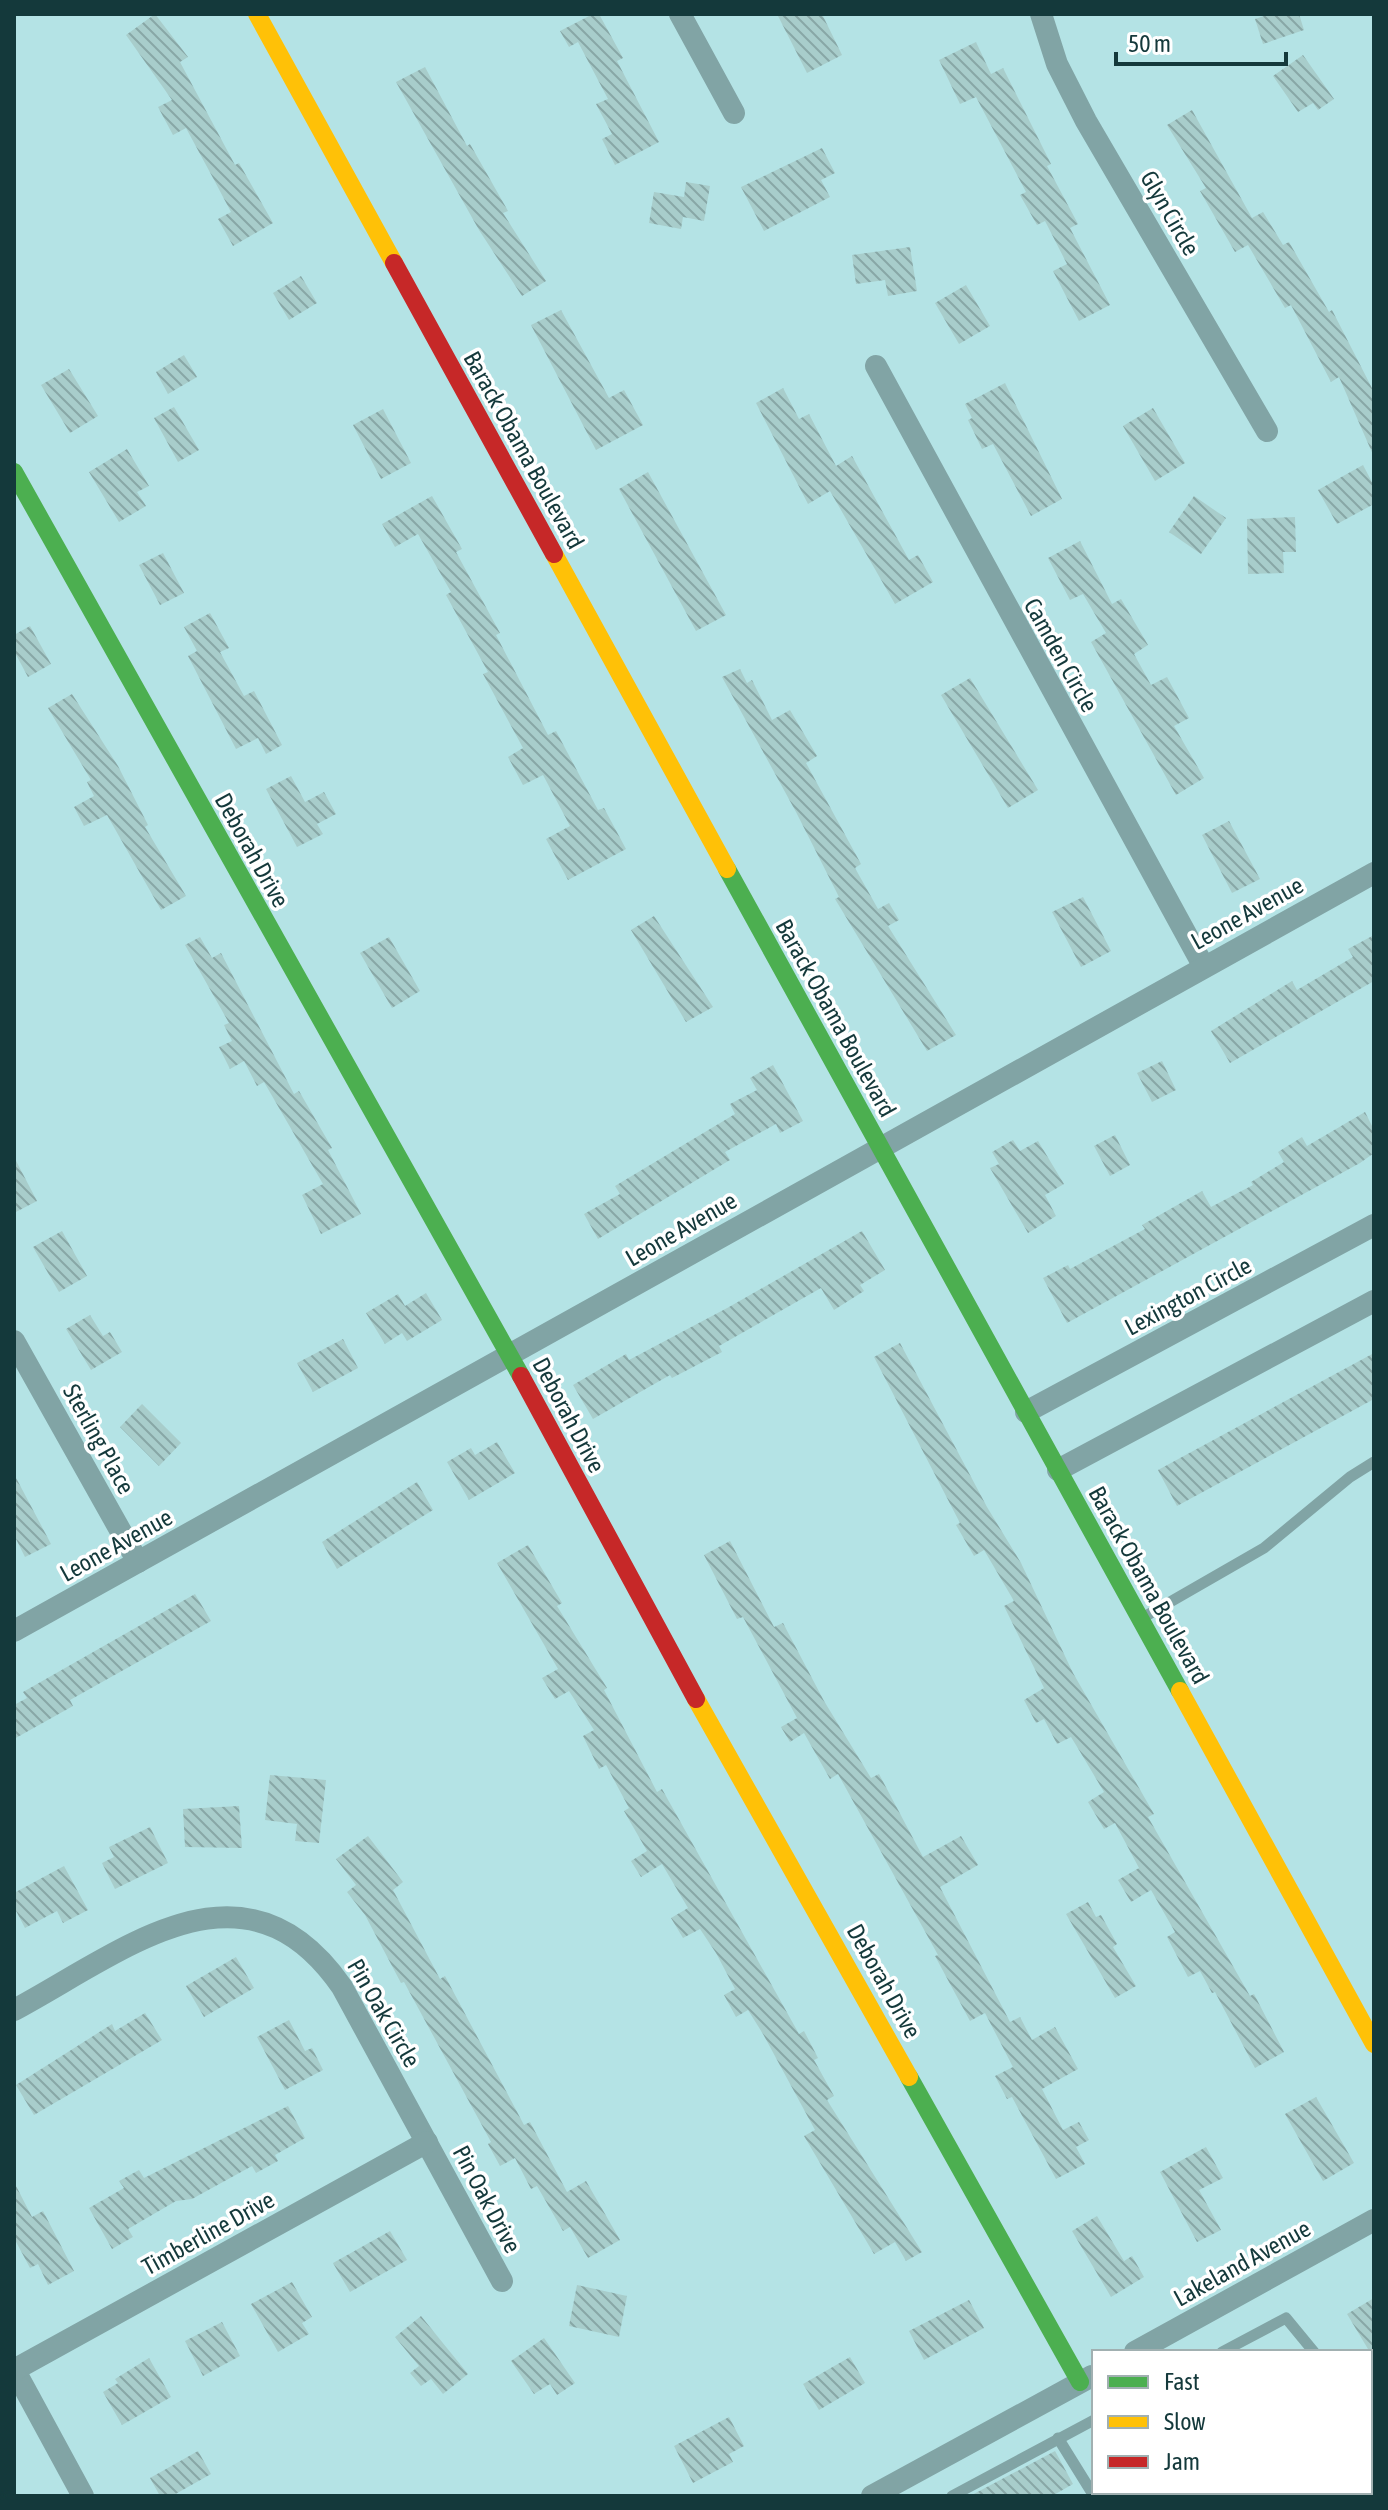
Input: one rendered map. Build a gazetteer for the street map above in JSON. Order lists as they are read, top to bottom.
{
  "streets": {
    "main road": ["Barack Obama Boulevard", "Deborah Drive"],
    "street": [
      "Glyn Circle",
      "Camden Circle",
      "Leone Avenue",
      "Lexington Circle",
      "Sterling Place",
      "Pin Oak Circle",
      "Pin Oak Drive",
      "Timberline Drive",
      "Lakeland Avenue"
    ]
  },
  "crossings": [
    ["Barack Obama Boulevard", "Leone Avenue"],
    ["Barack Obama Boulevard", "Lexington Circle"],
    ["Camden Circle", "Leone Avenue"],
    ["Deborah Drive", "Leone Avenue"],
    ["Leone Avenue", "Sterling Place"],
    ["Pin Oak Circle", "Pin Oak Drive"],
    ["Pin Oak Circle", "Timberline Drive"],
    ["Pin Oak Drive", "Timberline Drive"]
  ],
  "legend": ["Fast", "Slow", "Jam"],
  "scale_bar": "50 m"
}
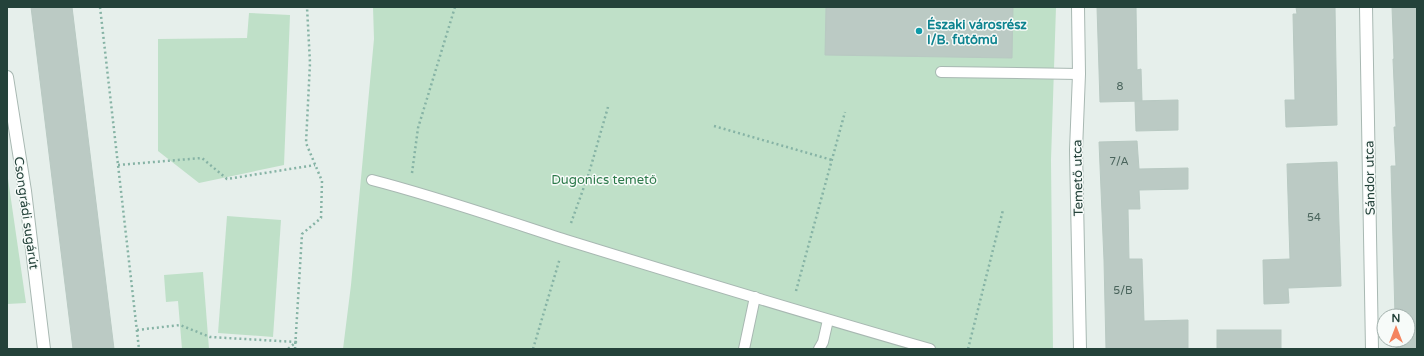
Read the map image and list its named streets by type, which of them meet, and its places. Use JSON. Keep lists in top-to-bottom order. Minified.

━━━

**Task description:** The data is to be restated word for word, with any pictures set aside.

**Task result:**
Input: one rendered map. Build a gazetteer for the street map above in JSON. Order lists as they are read, top to bottom.
{
  "streets": {
    "main road": ["Barack Obama Boulevard", "Deborah Drive"],
    "street": [
      "Glyn Circle",
      "Camden Circle",
      "Leone Avenue",
      "Lexington Circle",
      "Sterling Place",
      "Pin Oak Circle",
      "Pin Oak Drive",
      "Timberline Drive",
      "Lakeland Avenue"
    ]
  },
  "crossings": [
    ["Barack Obama Boulevard", "Leone Avenue"],
    ["Barack Obama Boulevard", "Lexington Circle"],
    ["Camden Circle", "Leone Avenue"],
    ["Deborah Drive", "Leone Avenue"],
    ["Leone Avenue", "Sterling Place"],
    ["Pin Oak Circle", "Pin Oak Drive"],
    ["Pin Oak Circle", "Timberline Drive"],
    ["Pin Oak Drive", "Timberline Drive"]
  ],
  "legend": ["Fast", "Slow", "Jam"],
  "scale_bar": "50 m"
}
Read the map image and list its named streets by type, which of them meet, and its places. Use JSON. Keep lists in top-to-bottom order. Minified.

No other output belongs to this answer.